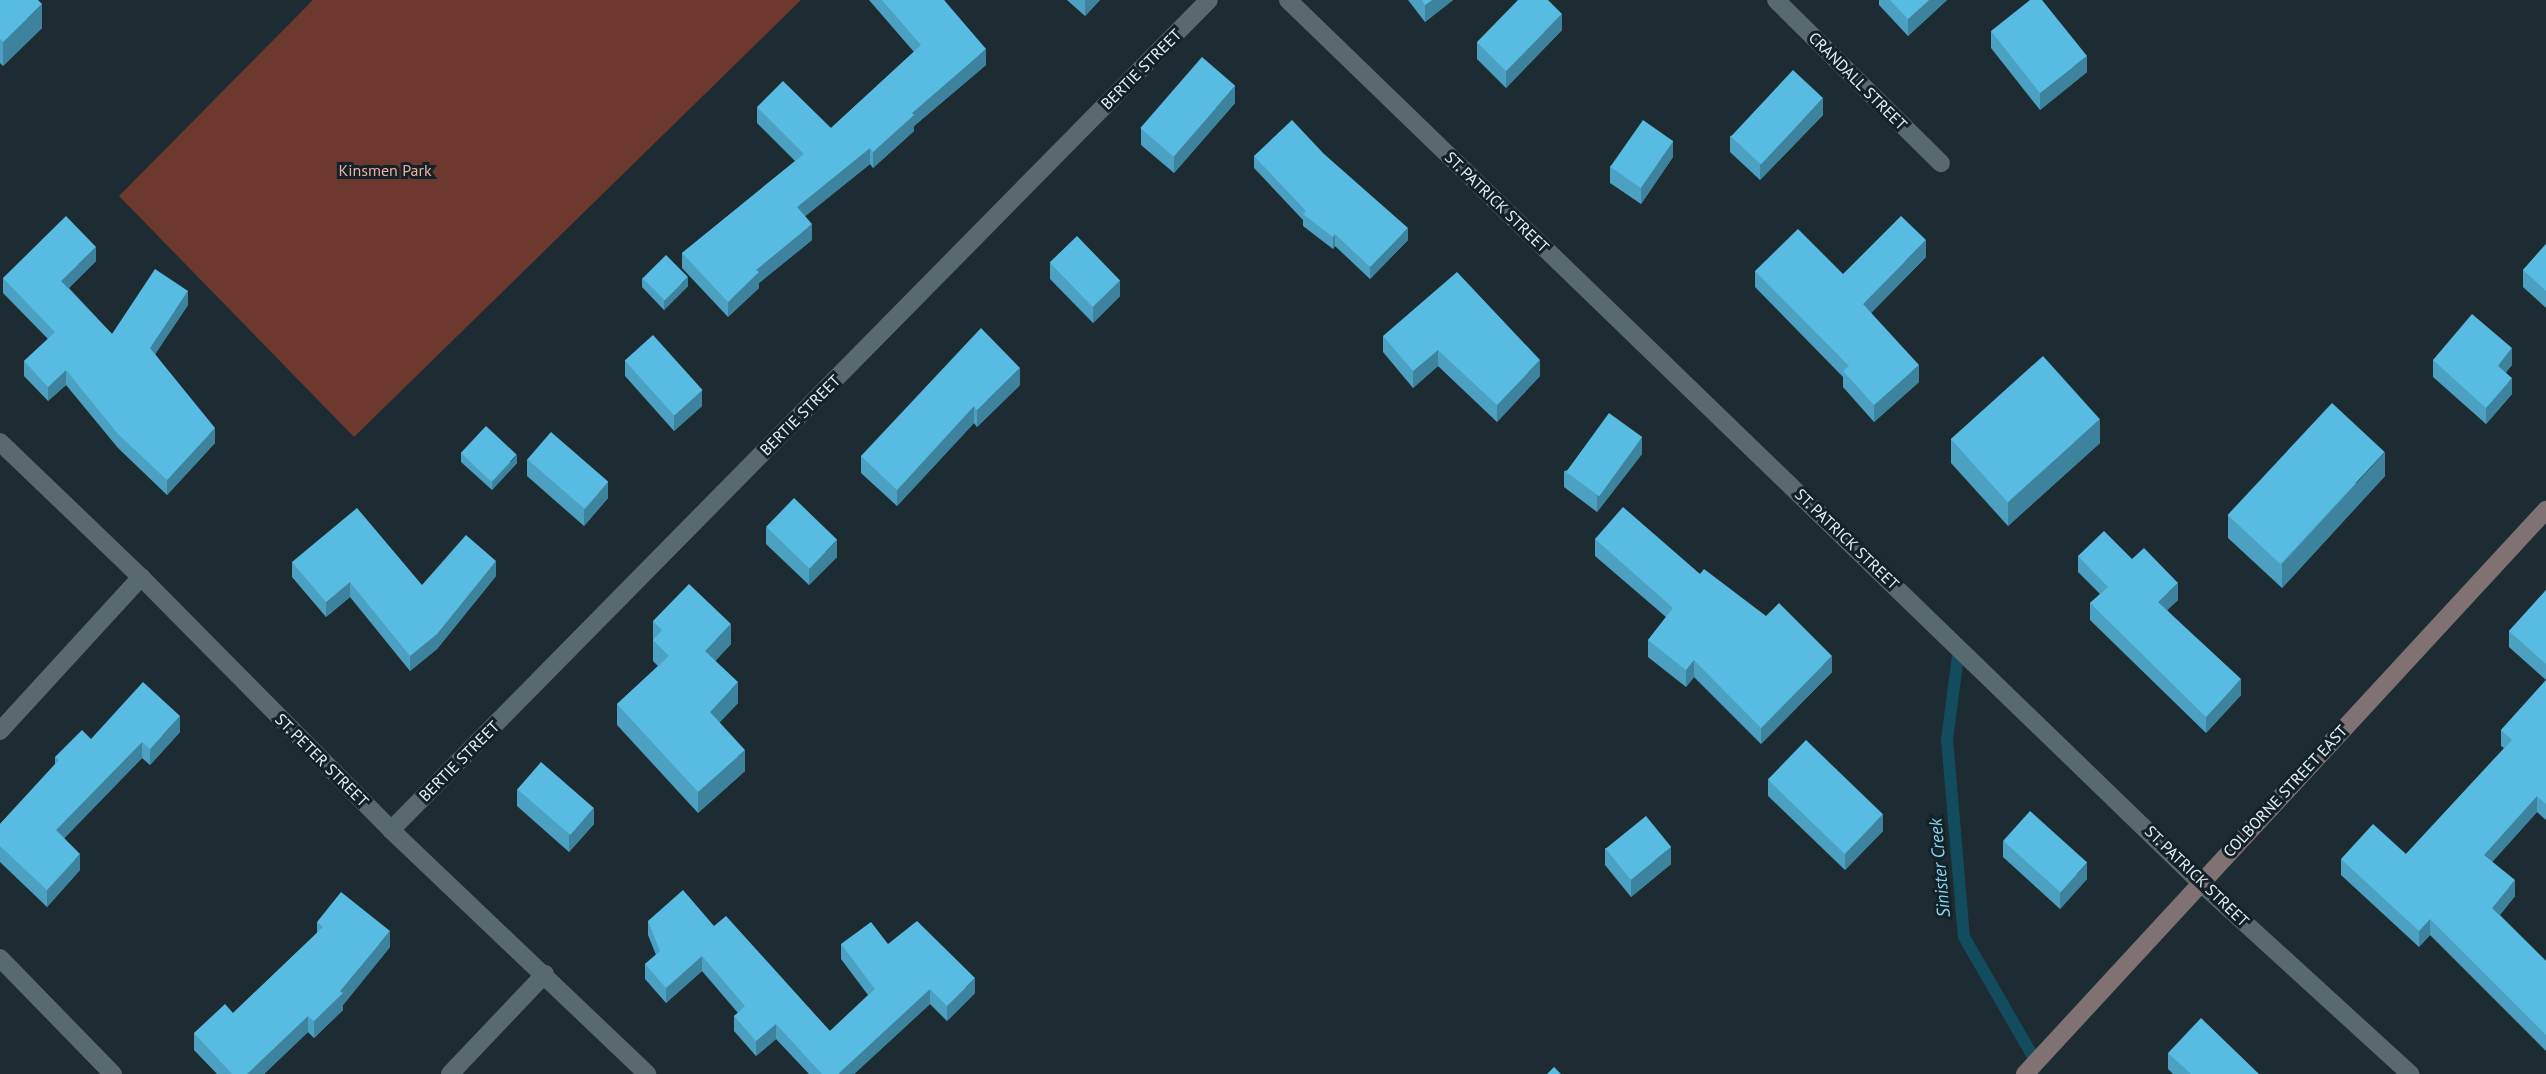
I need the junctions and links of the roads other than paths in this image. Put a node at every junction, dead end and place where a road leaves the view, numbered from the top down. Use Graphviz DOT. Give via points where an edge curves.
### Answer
graph roads {
  1 [pos="1209,0"];
  2 [pos="1288,0"];
  3 [pos="1776,0"];
  4 [pos="1941,163"];
  5 [pos="0,442"];
  6 [pos="2546,510"];
  7 [pos="141,577"];
  8 [pos="0,730"];
  9 [pos="391,830"];
  10 [pos="2200,882"];
  11 [pos="0,958"];
  12 [pos="545,974"];
  13 [pos="113,1074"];
  14 [pos="450,1074"];
  15 [pos="647,1074"];
  16 [pos="2025,1074"];
  17 [pos="2410,1074"];
  1 -- 9 [label="street, BERTIE STREET"];
  2 -- 10 [label="street, ST. PATRICK STREET"];
  3 -- 4 [label="street, CRANDALL STREET"];
  5 -- 7 [label="street, ST. PETER STREET"];
  6 -- 10 [label="main road, COLBORNE STREET EAST"];
  7 -- 8 [label="street"];
  7 -- 9 [label="street, ST. PETER STREET"];
  9 -- 12 [label="street, ST. PETER STREET"];
  10 -- 16 [label="main road, COLBORNE STREET EAST"];
  10 -- 17 [label="street, ST. PATRICK STREET"];
  11 -- 13 [label="street"];
  12 -- 14 [label="street"];
  12 -- 15 [label="street, ST. PETER STREET"];
}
^^^^^^^^
What you should do — Reproduce the listing exactly, but omit every picture in it.

Solution for this exercise —
I need the junctions and links of the roads other than paths in this image. Put a node at every junction, dead end and place where a road leaves the view, numbered from the top down. Use Graphviz DOT. Give via points where an edge curves.
### Answer
graph roads {
  1 [pos="1209,0"];
  2 [pos="1288,0"];
  3 [pos="1776,0"];
  4 [pos="1941,163"];
  5 [pos="0,442"];
  6 [pos="2546,510"];
  7 [pos="141,577"];
  8 [pos="0,730"];
  9 [pos="391,830"];
  10 [pos="2200,882"];
  11 [pos="0,958"];
  12 [pos="545,974"];
  13 [pos="113,1074"];
  14 [pos="450,1074"];
  15 [pos="647,1074"];
  16 [pos="2025,1074"];
  17 [pos="2410,1074"];
  1 -- 9 [label="street, BERTIE STREET"];
  2 -- 10 [label="street, ST. PATRICK STREET"];
  3 -- 4 [label="street, CRANDALL STREET"];
  5 -- 7 [label="street, ST. PETER STREET"];
  6 -- 10 [label="main road, COLBORNE STREET EAST"];
  7 -- 8 [label="street"];
  7 -- 9 [label="street, ST. PETER STREET"];
  9 -- 12 [label="street, ST. PETER STREET"];
  10 -- 16 [label="main road, COLBORNE STREET EAST"];
  10 -- 17 [label="street, ST. PATRICK STREET"];
  11 -- 13 [label="street"];
  12 -- 14 [label="street"];
  12 -- 15 [label="street, ST. PETER STREET"];
}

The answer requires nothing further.